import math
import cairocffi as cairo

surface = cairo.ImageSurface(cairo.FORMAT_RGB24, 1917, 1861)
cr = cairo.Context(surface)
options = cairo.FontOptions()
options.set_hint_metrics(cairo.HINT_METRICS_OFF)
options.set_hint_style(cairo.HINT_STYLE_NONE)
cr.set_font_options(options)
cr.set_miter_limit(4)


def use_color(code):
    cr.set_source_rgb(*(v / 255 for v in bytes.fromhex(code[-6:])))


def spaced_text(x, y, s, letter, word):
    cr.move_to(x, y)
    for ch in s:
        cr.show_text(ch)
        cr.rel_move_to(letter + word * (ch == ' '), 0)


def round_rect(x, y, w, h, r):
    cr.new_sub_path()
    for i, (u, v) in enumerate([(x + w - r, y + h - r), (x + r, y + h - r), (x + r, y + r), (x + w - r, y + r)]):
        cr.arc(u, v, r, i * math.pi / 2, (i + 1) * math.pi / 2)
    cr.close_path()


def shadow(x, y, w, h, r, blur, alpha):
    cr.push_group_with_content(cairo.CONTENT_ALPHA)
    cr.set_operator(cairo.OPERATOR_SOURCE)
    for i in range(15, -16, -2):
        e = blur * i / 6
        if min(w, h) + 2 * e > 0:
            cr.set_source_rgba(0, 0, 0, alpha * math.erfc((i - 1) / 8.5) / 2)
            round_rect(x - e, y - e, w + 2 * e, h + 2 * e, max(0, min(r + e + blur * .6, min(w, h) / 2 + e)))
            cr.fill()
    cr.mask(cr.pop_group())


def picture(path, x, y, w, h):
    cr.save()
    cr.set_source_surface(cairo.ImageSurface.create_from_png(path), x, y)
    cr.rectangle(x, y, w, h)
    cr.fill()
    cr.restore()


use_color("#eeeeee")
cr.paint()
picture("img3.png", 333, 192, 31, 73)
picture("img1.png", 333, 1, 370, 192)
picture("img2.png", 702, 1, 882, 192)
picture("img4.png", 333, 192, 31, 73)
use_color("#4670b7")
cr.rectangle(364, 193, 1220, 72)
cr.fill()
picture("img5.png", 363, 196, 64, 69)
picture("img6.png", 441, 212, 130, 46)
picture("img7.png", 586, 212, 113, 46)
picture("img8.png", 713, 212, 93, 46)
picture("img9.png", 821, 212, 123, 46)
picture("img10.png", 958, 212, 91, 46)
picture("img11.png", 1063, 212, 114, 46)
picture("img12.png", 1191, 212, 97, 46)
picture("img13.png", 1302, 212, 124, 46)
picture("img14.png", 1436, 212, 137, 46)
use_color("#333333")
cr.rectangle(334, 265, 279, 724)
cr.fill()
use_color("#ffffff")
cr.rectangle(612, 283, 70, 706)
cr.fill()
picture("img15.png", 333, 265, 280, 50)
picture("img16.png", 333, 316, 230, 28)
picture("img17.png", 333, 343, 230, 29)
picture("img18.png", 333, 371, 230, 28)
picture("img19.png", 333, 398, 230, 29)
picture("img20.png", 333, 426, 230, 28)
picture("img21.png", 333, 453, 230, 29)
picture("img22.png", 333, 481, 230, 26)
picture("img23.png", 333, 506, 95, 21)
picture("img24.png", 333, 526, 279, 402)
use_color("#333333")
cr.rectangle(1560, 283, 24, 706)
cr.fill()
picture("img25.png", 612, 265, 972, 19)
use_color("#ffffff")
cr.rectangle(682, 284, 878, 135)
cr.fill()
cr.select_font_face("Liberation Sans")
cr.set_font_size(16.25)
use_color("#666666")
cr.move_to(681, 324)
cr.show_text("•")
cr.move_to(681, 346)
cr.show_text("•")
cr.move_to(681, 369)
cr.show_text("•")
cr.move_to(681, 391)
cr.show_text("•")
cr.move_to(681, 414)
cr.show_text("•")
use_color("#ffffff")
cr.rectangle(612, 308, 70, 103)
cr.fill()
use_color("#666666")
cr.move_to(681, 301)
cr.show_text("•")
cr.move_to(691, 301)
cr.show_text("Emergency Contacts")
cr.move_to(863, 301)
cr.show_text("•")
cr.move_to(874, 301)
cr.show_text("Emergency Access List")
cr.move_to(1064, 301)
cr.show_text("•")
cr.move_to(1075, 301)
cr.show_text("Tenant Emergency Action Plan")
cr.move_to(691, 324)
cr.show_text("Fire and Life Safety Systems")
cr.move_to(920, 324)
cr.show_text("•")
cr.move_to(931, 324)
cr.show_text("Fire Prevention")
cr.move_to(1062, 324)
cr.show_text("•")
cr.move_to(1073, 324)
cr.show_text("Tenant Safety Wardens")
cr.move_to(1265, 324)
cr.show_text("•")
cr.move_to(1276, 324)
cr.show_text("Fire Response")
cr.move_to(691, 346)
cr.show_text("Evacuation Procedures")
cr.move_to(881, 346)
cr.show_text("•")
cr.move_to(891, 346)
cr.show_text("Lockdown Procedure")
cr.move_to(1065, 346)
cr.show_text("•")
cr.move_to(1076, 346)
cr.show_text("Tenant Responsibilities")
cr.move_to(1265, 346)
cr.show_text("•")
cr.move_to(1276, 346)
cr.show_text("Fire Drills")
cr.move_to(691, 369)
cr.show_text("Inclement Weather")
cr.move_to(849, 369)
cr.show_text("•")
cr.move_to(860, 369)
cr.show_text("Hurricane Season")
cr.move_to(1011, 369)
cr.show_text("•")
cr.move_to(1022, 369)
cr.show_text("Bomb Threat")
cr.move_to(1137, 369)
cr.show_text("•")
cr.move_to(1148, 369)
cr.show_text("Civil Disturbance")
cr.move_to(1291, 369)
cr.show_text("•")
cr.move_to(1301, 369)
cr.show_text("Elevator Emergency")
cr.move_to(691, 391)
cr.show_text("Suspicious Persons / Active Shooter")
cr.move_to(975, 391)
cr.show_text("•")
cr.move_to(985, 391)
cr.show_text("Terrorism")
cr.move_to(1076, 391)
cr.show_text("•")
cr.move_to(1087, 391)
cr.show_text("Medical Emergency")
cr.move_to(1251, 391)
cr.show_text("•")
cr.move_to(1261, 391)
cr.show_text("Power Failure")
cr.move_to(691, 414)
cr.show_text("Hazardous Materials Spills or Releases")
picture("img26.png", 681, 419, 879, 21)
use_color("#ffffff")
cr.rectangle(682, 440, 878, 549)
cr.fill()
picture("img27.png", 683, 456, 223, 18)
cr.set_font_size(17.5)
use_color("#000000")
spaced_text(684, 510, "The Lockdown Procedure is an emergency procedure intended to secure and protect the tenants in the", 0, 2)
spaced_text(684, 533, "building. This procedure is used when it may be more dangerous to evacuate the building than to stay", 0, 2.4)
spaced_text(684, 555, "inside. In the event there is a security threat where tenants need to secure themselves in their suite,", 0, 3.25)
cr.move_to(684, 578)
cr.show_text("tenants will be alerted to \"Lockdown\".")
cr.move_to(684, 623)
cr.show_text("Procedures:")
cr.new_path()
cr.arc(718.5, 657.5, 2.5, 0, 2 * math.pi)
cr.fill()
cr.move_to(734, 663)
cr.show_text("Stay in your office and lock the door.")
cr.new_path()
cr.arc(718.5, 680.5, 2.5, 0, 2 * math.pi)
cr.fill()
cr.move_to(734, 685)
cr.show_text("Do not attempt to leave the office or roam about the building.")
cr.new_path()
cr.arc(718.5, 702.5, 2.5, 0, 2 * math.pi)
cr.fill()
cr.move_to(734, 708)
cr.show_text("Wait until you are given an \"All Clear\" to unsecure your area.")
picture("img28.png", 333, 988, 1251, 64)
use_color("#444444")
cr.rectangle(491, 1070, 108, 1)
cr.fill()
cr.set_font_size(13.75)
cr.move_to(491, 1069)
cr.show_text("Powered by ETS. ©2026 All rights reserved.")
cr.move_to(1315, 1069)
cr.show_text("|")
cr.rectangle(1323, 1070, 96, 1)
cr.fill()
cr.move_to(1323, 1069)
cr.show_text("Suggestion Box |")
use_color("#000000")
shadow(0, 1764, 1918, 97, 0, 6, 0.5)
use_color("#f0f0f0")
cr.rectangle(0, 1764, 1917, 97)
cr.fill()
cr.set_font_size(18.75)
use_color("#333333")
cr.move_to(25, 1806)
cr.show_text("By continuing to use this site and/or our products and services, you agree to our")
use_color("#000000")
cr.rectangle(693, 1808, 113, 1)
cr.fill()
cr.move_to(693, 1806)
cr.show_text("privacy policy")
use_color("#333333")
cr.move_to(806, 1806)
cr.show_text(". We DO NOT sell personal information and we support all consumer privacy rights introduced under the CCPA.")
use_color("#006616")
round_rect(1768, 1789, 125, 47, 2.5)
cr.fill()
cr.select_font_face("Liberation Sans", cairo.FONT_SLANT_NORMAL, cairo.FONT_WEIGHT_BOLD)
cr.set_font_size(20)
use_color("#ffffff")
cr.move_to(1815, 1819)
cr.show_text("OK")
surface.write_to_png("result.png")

___

Please copy each line of the records above that holds the word "code".

def use_color(code):
    cr.set_source_rgb(*(v / 255 for v in bytes.fromhex(code[-6:])))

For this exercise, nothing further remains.